**TASK BRIEF**
Search the listing below, and show each line that includes the word "Hermanos".

**INPUT DATA**
▼

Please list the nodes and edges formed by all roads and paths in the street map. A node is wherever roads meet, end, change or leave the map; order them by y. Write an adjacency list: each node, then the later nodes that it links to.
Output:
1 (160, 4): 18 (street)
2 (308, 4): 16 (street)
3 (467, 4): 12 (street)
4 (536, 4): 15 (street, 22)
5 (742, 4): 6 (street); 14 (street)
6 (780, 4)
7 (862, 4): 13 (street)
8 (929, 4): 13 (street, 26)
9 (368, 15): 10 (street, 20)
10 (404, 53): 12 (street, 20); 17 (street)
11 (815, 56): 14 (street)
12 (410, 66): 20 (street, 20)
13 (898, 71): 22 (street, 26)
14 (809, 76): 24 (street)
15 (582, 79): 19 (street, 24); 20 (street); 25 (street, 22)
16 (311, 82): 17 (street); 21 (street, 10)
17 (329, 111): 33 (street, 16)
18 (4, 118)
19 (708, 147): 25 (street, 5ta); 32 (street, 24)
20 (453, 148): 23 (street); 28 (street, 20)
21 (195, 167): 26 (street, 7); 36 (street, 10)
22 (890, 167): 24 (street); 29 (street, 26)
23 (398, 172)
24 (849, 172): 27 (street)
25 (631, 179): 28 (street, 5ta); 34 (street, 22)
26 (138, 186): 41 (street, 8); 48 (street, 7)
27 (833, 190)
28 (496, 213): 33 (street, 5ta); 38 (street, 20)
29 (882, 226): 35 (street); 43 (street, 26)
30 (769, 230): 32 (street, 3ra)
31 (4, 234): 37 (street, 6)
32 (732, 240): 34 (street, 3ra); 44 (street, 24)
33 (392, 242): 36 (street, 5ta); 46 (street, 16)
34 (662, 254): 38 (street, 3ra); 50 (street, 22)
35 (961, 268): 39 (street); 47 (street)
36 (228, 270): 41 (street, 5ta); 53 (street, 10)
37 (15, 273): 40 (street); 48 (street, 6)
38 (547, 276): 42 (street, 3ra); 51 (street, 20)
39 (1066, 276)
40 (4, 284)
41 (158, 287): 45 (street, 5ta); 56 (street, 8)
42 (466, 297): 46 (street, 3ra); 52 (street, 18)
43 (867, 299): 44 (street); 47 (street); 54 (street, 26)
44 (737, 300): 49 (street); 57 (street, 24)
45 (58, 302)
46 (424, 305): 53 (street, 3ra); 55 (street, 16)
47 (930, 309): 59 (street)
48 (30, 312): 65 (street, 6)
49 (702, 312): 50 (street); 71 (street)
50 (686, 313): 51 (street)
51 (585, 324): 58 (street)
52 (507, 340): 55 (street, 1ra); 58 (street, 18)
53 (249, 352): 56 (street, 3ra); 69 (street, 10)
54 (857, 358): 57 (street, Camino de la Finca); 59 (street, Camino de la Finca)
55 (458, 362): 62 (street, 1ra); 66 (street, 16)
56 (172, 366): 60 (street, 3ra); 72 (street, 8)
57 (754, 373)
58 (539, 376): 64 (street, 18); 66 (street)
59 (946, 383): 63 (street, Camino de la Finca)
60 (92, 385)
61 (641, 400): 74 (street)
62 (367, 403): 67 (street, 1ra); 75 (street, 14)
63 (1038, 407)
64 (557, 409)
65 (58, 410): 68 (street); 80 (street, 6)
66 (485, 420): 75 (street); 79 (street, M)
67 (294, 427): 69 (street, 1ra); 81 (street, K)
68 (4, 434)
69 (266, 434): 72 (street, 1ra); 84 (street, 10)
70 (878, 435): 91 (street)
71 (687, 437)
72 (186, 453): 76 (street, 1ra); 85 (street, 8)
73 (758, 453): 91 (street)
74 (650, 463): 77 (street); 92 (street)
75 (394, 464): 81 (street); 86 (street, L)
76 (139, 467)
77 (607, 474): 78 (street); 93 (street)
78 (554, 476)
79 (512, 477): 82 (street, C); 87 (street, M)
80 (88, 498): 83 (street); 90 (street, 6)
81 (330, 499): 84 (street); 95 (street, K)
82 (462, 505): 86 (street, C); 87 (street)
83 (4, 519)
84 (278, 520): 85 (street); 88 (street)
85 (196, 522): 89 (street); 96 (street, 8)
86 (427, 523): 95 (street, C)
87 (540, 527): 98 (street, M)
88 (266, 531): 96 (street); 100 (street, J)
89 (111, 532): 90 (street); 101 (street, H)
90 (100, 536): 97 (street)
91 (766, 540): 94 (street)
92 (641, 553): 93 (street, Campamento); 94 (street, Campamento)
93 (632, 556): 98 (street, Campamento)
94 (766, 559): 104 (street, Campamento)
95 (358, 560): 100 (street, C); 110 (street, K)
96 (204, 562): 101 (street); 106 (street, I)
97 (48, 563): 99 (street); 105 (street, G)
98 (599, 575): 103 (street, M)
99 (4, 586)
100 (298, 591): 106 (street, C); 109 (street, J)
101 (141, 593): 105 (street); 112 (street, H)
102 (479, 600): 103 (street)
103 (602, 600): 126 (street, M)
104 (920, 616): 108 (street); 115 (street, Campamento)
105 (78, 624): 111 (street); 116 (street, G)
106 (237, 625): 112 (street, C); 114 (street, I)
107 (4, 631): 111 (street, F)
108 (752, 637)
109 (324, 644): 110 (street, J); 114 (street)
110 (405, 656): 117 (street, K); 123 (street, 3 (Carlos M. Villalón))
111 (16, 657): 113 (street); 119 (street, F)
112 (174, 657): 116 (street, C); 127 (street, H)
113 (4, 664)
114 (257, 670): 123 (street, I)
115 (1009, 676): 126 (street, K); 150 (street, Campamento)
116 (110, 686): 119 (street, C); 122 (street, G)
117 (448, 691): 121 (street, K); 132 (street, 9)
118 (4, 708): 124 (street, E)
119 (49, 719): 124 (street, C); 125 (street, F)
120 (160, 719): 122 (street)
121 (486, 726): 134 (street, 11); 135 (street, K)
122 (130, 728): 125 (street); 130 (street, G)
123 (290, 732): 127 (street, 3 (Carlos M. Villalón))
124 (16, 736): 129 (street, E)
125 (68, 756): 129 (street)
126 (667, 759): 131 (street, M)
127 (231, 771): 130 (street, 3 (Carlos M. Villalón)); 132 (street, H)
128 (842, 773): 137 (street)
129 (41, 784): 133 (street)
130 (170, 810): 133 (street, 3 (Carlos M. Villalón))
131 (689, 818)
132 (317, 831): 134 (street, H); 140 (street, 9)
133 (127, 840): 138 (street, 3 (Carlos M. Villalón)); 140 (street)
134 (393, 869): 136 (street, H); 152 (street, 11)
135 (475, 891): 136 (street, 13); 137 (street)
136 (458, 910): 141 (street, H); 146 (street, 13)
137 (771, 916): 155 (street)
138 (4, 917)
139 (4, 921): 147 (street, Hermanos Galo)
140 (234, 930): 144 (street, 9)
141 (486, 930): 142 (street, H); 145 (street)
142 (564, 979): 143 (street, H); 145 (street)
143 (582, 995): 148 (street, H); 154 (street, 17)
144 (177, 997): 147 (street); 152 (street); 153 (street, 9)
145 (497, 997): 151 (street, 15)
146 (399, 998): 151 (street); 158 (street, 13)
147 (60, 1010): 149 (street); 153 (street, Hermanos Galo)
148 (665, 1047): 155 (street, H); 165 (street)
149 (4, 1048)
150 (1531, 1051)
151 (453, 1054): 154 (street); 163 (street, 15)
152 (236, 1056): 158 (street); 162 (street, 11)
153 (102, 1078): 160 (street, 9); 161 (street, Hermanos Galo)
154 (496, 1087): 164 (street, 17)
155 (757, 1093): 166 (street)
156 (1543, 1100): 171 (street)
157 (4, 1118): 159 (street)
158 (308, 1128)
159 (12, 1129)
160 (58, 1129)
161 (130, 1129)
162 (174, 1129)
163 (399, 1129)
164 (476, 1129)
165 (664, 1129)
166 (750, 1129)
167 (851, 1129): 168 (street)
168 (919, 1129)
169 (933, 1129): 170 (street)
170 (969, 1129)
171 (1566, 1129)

▲

**FINAL ANSWER**
139 (4, 921): 147 (street, Hermanos Galo)
147 (60, 1010): 149 (street); 153 (street, Hermanos Galo)
153 (102, 1078): 160 (street, 9); 161 (street, Hermanos Galo)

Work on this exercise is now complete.